## WHAT IS NEEDED
What lines in the material hold the string "rows"? Copy out each of them.

== DATA RECORDS ==

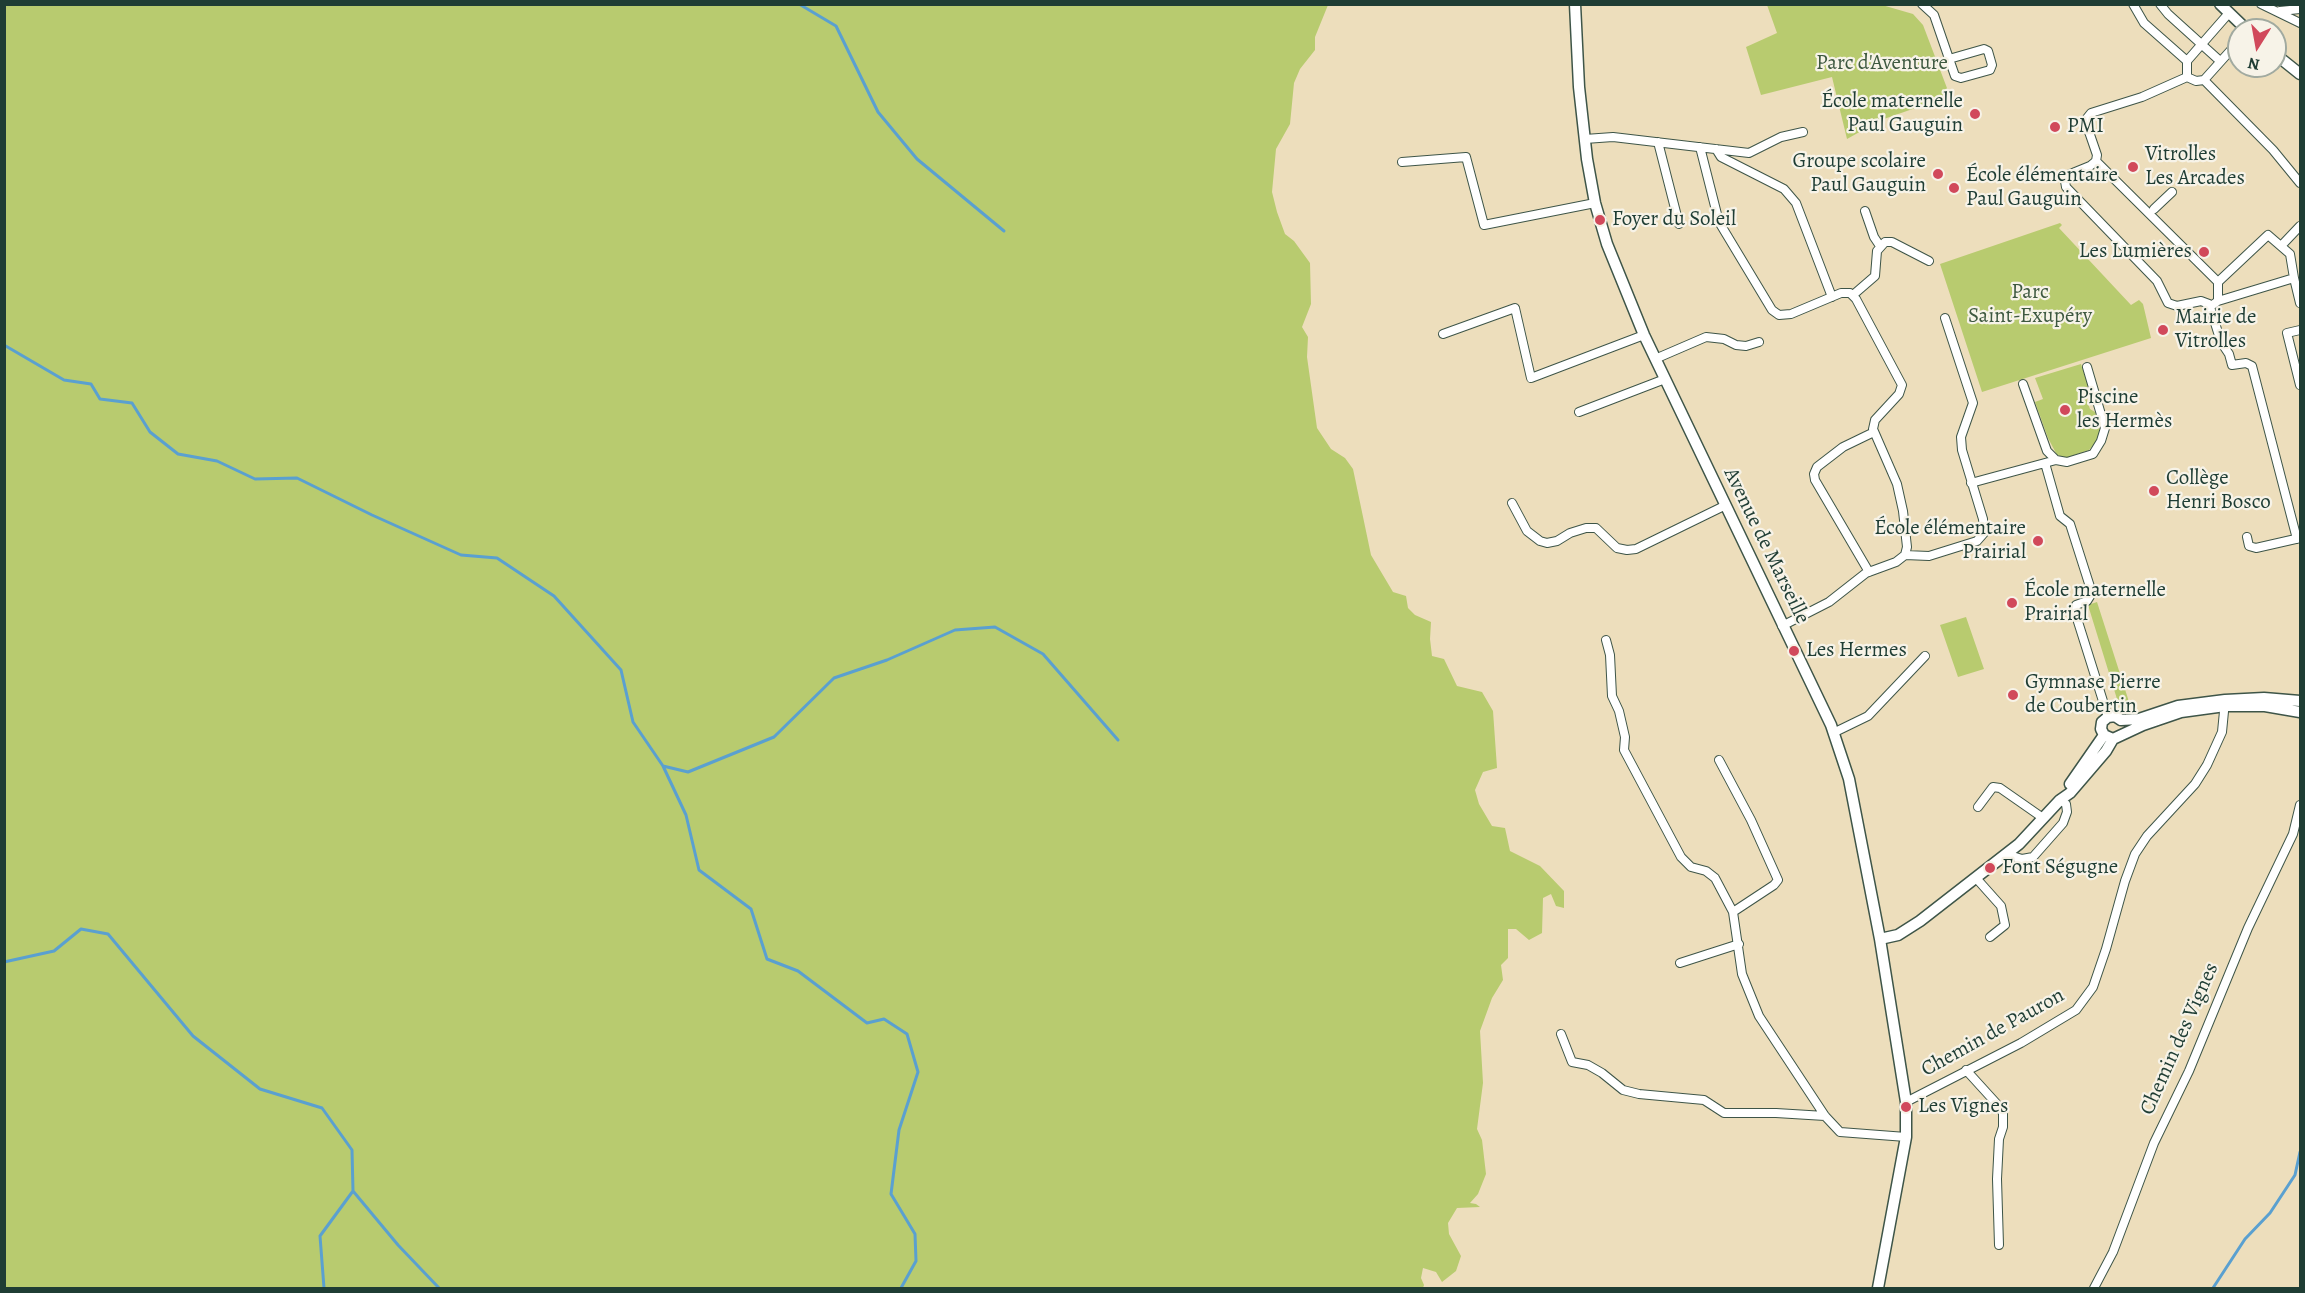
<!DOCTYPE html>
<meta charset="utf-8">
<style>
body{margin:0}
#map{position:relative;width:2305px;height:1293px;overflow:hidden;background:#eddebc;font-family:Alegreya,serif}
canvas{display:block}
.frame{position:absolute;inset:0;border:6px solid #1f3d34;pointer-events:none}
.north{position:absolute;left:2227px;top:18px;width:60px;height:60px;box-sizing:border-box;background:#f7f3e8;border:2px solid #a1aaa0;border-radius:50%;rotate:191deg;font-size:16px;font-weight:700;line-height:24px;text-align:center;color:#1f3d34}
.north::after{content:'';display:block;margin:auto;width:21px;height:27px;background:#d1495b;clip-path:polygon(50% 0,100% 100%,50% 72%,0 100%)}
</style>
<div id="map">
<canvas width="2305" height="1293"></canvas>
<div class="frame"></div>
<div class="north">N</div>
</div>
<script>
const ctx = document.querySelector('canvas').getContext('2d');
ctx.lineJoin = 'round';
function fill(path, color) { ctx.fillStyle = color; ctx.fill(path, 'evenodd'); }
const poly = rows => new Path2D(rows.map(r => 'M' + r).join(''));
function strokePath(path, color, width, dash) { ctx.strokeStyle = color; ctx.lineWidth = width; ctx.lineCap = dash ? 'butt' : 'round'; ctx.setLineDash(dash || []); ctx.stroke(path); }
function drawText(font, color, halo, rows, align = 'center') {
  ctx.font = font + ' Alegreya,serif'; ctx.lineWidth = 4.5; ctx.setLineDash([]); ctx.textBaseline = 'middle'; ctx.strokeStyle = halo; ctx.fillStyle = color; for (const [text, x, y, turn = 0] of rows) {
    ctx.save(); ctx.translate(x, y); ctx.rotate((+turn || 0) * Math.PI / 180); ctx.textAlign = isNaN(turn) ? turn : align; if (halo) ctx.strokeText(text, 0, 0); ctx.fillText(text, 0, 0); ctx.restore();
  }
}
const green = poly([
 [5,4,1328,5,1315,37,1315,50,1300,69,1294,83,1290,124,1276,149,1272,192,1277,212,1285,234,1294,241,1310,263,1311,304,1302,327,1308,337,1307,357,1317,428,1331,449,1345,458,1353,469,1371,555,1393,592,1406,596,1408,608,1415,615,1431,622,1430,639,1432,656,1444,659,1457,686,1482,692,1493,711,1497,768,1483,772,1475,790,1479,804,1492,826,1505,828,1510,851,1540,866,1564,891,1564,908,1556,906,1551,894,1543,898,1542,933,1529,940,1516,929,1508,929,1508,958,1501,965,1503,980,1492,998,1480,1031,1483,1083,1477,1129,1482,1140,1486,1174,1478,1194,1470,1203,1476,1204,1480,1207,1457,1208,1448,1223,1449,1234,1461,1256,1456,1271,1442,1282,1436,1272,1423,1268,1421,1278,1424,1285,1423,1288,5,1288],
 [1767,5,1882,5,1913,14,1923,25,1950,96,1881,120,1847,139,1832,77,1761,95,1746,47,1777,33],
 [2060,223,2062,225,2059,228,2131,305,2139,300,2143,304,2151,338,1982,392,1940,264],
 [2081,364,2088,385,2084,392,2090,409,2095,412,2100,426,2099,434,2098,440,2089,450,2066,458,2057,455,2048,438,2035,402,2043,399,2035,378],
 [2097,602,2131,708,2121,712,2088,605],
 [1966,617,1984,669,1958,677,1940,625]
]);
const stream = poly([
 [799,4,836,26,878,112,917,159,1004,231],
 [4,345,64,380,91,384,100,399,132,403,150,432,178,454,217,461,255,479,297,478,372,515,461,555,497,558,554,596,621,670,633,722,663,766,686,815,699,870,751,909,767,959,798,971,867,1023,884,1019,907,1034,918,1072,899,1130,891,1194,915,1234,916,1261,901,1288],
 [663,766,688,772,774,737,834,678,887,660,955,630,995,627,1043,654,1118,740],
 [4,962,54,951,81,929,108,934,193,1036,260,1089,322,1108,352,1150,353,1191,320,1236,324,1288],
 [353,1191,398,1245,439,1288],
 [2213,1288,2245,1239,2270,1213,2295,1175,2300,1152]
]);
const street = poly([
 [1922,4,1934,15,1955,76,1961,78,1990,70,1992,65,1988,51,1984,49,1949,59],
 [2133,4,2144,23,2187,61],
 [2160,4,2168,14,2220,61],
 [2261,4,2300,23],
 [2280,11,2300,9],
 [2187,77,2142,97,2091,113,2087,118,2087,126,2097,155,2096,161,2090,166,2068,175,2065,181,2066,187,2157,281,2168,303,2177,306,2201,301,2209,304,2221,342,2229,354,2232,365,2246,363,2252,366,2297,539],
 [2187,77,2187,61,2229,13],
 [2187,77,2196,81,2204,80,2239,41],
 [2204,80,2273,150,2300,183],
 [1585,139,1613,137,1749,153,1781,137,1803,132],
 [1658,142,1679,224],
 [1700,147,1719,222,1772,310,1779,315,1791,314,1841,293,1850,293,1856,299,1902,385,1899,394,1875,420,1873,429,1897,484,1903,511,1907,547,1905,555],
 [1716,149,1721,157,1784,189,1796,203,1832,297],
 [2096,161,2218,282],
 [1402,162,1466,157,1484,225,1595,203],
 [2154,209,2172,192],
 [1865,211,1874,237,1880,246],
 [2281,246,2300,226],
 [1853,295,1875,276,1877,251,1885,242,1892,242,1929,261],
 [2218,301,2294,278,2300,303],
 [2211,306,2218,301,2218,282,2268,235,2290,254,2294,278],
 [2300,330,2287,333,2300,385],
 [1443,334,1515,308,1531,378,1644,335],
 [1655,359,1706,337,1724,339,1736,345,1746,346,1759,342],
 [2023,384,2047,451,2056,460],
 [1579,412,1665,379],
 [2045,463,2060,516,2070,524,2092,593,2087,601,2076,605,2074,609,2108,717],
 [1971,483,2056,460,2067,462,2093,454,2101,441,2105,428,2087,367],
 [1512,503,1527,531,1540,541,1547,543,1557,541,1570,533,1586,528,1596,528,1617,548,1627,550,1636,549,1724,506],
 [2247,537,2249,546,2256,548,2300,538],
 [1869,572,1815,480,1814,474,1817,467,1843,447,1874,432],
 [1782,626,1829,602,1866,573,1896,562,1905,555,1929,556,1977,541,1984,533,1983,519,1962,450,1961,437,1973,403,1945,318],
 [1606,640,1610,655,1612,696,1619,711,1625,737,1624,750,1681,857,1691,867,1706,871,1715,878,1733,912,1742,974,1759,1016,1825,1116,1840,1132,1906,1137],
 [1833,733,1868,716,1925,656],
 [1719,760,1751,820,1778,880,1774,885,1733,912],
 [1978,807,1993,787,2000,788,2043,818],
 [2006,854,2022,859,2033,857,2063,823,2067,812,2066,804,2060,800],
 [1976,878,2001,906,2005,925,1990,937],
 [1680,963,1739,944],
 [1561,1034,1572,1062,1588,1065,1602,1073,1623,1090,1639,1094,1704,1100,1724,1113,1776,1113,1825,1116],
 [1966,1070,1996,1103,2003,1113,2003,1127,1999,1139,1997,1179,1999,1245],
 [1906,1102,2021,1043,2076,1010,2093,987,2106,949,2125,881,2135,854,2147,836,2195,784,2207,765,2222,732,2225,701],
 [2094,1288,2113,1252,2154,1143,2189,1071,2248,928,2293,834,2300,805]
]);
const secondary = poly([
 [1575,4,1579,87,1587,159,1595,203,1607,244,1644,335,1831,725,1849,779,1880,939,1906,1102,1906,1137,1878,1288],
 [2220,4,2247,30],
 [2275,54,2300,74],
 [2300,701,2264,698,2225,700,2178,706,2139,719,2121,720,2115,716,2108,717,2102,722,2101,729,2104,735,2113,739,2143,725,2181,712,2225,706,2265,706,2300,712],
 [2070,784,2104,735],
 [1880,939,1898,935,1920,921,2019,844,2060,800,2070,793,2106,751,2113,739]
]);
const markers = [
 [1975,114,6,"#d1495b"],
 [2055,127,6,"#d1495b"],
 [2133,167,6,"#d1495b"],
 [1938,174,6,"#d1495b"],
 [1954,188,6,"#d1495b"],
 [1600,220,6,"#d1495b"],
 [2204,252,6,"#d1495b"],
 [2163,330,6,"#d1495b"],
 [2065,410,6,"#d1495b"],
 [2154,491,6,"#d1495b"],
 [2038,541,6,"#d1495b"],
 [2012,603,6,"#d1495b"],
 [1794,651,6,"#d1495b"],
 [2013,695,6,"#d1495b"],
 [1990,868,6,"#d1495b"],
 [1906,1107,6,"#d1495b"]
];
const parkNames = [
 ["Parc d'Aventure",1882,64],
 ["Parc",2030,293],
 ["Saint-Exupéry",2030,317]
];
const poiNames = [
 ["École maternelle",1963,102,"right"],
 ["Paul Gauguin",1963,126,"right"],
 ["PMI",2067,127],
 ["Vitrolles",2145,155],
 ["Les Arcades",2145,179],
 ["Groupe scolaire",1926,162,"right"],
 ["Paul Gauguin",1926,186,"right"],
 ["École élémentaire",1966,176],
 ["Paul Gauguin",1966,200],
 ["Foyer du Soleil",1612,220],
 ["Les Lumières",2192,252,"right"],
 ["Mairie de",2175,318],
 ["Vitrolles",2175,342],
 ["Piscine",2077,398],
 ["les Hermès",2077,422],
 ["Collège",2166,479],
 ["Henri Bosco",2166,503],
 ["École élémentaire",2026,529,"right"],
 ["Prairial",2026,553,"right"],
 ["École maternelle",2024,591],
 ["Prairial",2024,615],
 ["Les Hermes",1806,651],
 ["Gymnase Pierre",2025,683],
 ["de Coubertin",2025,707],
 ["Font Ségugne",2002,868],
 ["Les Vignes",1918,1107]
];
const streetNames = [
 ["Avenue de Marseille",1766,546,64],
 ["Chemin de Pauron",1993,1033,-29],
 ["Chemin des Vignes",2180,1039,-66]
];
fill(green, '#b8cb6f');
strokePath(stream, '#5aa0d0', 3);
strokePath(street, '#3e5548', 10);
strokePath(secondary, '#3e5548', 13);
strokePath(street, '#fff', 8);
strokePath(secondary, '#fff', 10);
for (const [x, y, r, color] of markers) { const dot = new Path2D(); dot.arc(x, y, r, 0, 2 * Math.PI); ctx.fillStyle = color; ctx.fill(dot); strokePath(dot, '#f7f3e8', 2); }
drawText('21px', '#3e5940', '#f7f3e8', parkNames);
drawText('21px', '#1f3d34', '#f7f3e8', poiNames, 'left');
drawText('21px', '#1f3d34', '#f7f3e8', streetNames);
</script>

===

## TASK SOLUTION
const poly = rows => new Path2D(rows.map(r => 'M' + r).join(''));
function drawText(font, color, halo, rows, align = 'center') {
  ctx.font = font + ' Alegreya,serif'; ctx.lineWidth = 4.5; ctx.setLineDash([]); ctx.textBaseline = 'middle'; ctx.strokeStyle = halo; ctx.fillStyle = color; for (const [text, x, y, turn = 0] of rows) {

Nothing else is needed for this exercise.